*Work request*:
Repeat each entry word for word; the images are not part of the copy.

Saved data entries
::::::::::
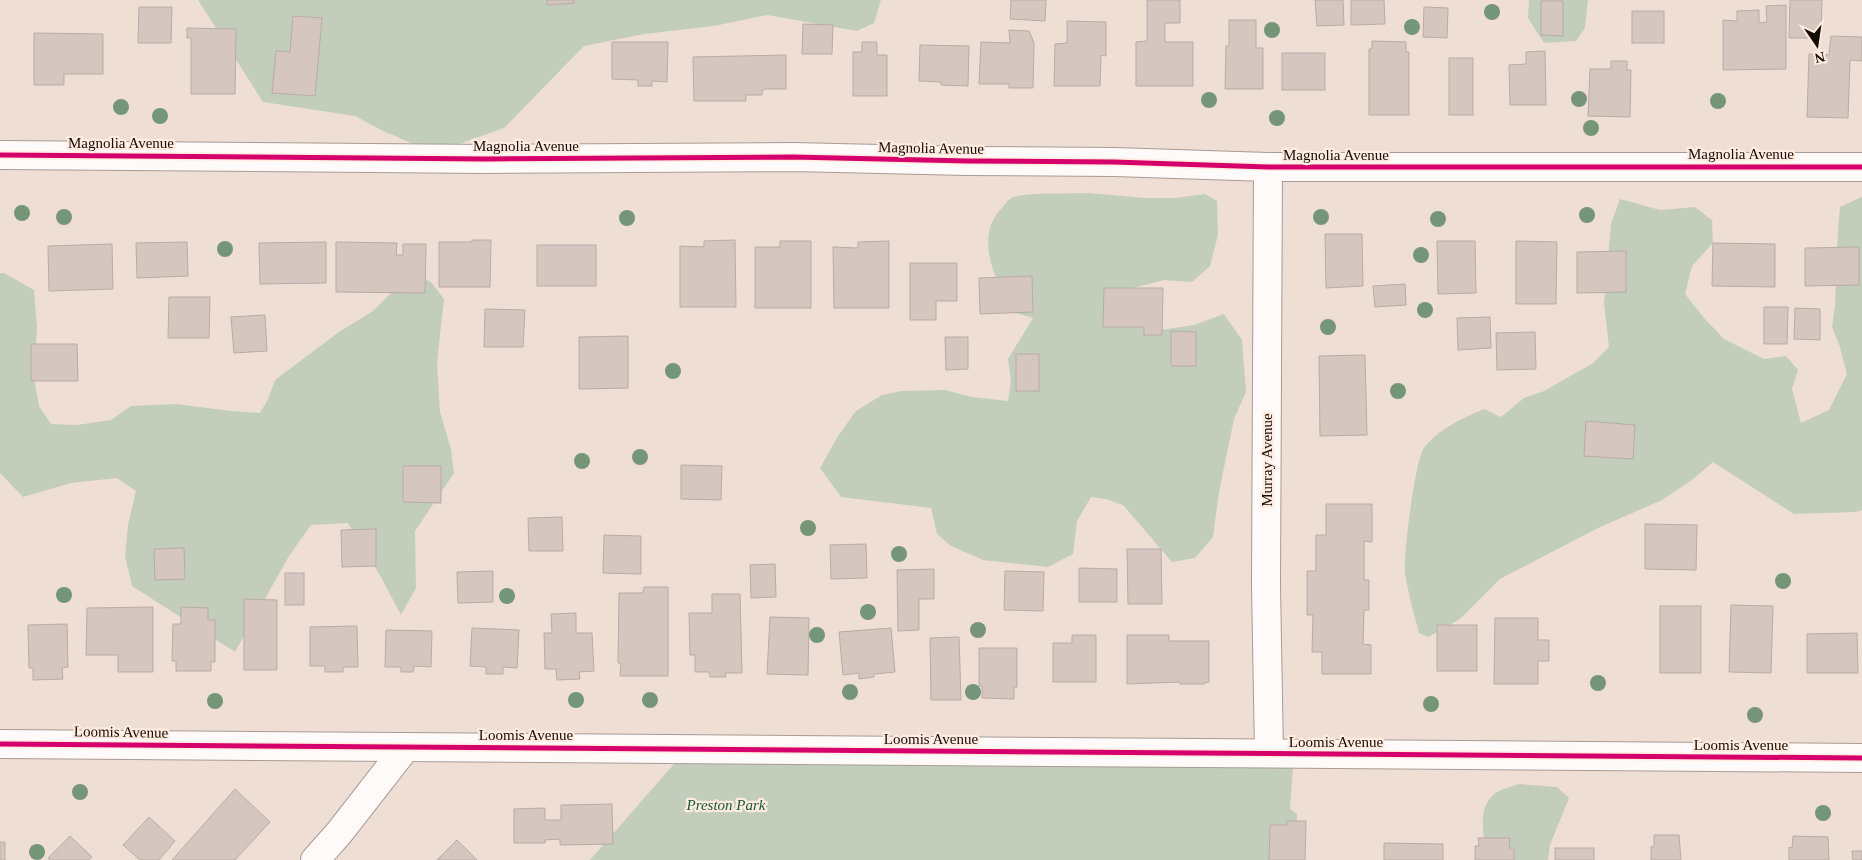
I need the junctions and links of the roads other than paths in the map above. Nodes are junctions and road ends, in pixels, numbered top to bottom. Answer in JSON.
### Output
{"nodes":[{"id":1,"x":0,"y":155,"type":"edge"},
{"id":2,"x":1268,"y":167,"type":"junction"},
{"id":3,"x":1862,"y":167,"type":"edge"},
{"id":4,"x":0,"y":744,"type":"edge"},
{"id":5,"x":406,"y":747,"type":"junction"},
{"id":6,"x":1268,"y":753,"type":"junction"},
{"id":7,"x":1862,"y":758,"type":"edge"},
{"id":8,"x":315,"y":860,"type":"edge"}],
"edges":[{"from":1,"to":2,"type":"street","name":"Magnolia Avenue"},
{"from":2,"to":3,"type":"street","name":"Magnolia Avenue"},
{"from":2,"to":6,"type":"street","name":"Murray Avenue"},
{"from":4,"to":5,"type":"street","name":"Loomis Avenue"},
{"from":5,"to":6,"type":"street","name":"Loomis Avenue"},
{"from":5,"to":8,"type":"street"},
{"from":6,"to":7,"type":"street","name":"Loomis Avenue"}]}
::::::::::
*Your response*:
I need the junctions and links of the roads other than paths in the map above. Nodes are junctions and road ends, in pixels, numbered top to bottom. Answer in JSON.
### Output
{"nodes":[{"id":1,"x":0,"y":155,"type":"edge"},
{"id":2,"x":1268,"y":167,"type":"junction"},
{"id":3,"x":1862,"y":167,"type":"edge"},
{"id":4,"x":0,"y":744,"type":"edge"},
{"id":5,"x":406,"y":747,"type":"junction"},
{"id":6,"x":1268,"y":753,"type":"junction"},
{"id":7,"x":1862,"y":758,"type":"edge"},
{"id":8,"x":315,"y":860,"type":"edge"}],
"edges":[{"from":1,"to":2,"type":"street","name":"Magnolia Avenue"},
{"from":2,"to":3,"type":"street","name":"Magnolia Avenue"},
{"from":2,"to":6,"type":"street","name":"Murray Avenue"},
{"from":4,"to":5,"type":"street","name":"Loomis Avenue"},
{"from":5,"to":6,"type":"street","name":"Loomis Avenue"},
{"from":5,"to":8,"type":"street"},
{"from":6,"to":7,"type":"street","name":"Loomis Avenue"}]}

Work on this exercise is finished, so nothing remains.